In Defense of Teaching: Qualitative Assessment

September
2010
Joe Safdie, SLO and Accreditation Committee, San Diego Mesa College

We sometimes forget that the classroom, whether virtual or face-to-face, is a mysterious place: lots of different things are always going on, and good teachers have to hustle to stay aware of even a small portion of them. It helps, for example, to have a sense of whether or not the students are understanding or engaging with the subject matter and the extent to which they’re exhibiting thoughtfulness in responding to it. But other elements, some of which aren’t strictly academic, are also important: their emotional and social development; whether they can apply what they’ve learned to future enterprises; even their relative enjoyment of the class.

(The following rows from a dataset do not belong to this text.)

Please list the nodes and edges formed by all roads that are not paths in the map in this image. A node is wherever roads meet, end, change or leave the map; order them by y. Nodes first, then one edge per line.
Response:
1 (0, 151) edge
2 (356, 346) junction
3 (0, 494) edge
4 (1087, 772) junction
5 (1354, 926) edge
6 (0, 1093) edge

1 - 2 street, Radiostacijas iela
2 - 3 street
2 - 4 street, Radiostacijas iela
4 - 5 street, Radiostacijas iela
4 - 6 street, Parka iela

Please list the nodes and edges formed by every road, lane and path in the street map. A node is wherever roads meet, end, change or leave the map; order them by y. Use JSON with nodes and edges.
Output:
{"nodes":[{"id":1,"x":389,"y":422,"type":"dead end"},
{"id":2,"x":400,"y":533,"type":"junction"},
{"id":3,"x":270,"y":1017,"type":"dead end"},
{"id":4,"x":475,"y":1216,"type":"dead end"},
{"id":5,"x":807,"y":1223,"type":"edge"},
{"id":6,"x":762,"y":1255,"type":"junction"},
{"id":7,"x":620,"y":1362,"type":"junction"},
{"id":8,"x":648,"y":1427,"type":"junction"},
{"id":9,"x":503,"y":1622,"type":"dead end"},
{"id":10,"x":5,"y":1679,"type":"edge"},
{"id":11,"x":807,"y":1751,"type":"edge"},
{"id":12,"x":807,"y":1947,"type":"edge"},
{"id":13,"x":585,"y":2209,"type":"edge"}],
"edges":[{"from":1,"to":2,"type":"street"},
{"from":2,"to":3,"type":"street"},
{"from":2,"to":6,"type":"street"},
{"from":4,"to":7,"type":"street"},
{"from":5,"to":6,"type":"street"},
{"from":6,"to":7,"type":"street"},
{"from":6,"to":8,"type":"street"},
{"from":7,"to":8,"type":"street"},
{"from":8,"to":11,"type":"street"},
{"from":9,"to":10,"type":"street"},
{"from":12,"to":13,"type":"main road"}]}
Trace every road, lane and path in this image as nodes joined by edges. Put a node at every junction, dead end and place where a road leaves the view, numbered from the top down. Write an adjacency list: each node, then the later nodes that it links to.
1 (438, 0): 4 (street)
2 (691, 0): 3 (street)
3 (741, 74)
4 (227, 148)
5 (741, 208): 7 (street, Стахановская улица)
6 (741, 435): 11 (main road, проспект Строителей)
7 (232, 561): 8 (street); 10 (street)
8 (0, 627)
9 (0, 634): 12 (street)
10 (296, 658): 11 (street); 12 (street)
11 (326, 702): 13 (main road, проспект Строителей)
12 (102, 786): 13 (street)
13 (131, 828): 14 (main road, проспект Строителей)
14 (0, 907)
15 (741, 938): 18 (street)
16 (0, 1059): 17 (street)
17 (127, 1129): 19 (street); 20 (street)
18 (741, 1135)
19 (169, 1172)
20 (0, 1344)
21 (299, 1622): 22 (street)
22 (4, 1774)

Lately, we’ve been trying to measure such things by assessing student learning outcomes—which, among other things, might give teachers more information about students who aren’t doing well and the opportunity to help them—but the jury is still out. Because there’s still more to consider: how many students in the class work full-time or recently had their financial aid withdrawn? Is the class an elective or required for their major? For how many is English their second or third language? Did they test into the class, take the preceding class in the sequence, or self-select? Are students texting each other in class? Etc., etc.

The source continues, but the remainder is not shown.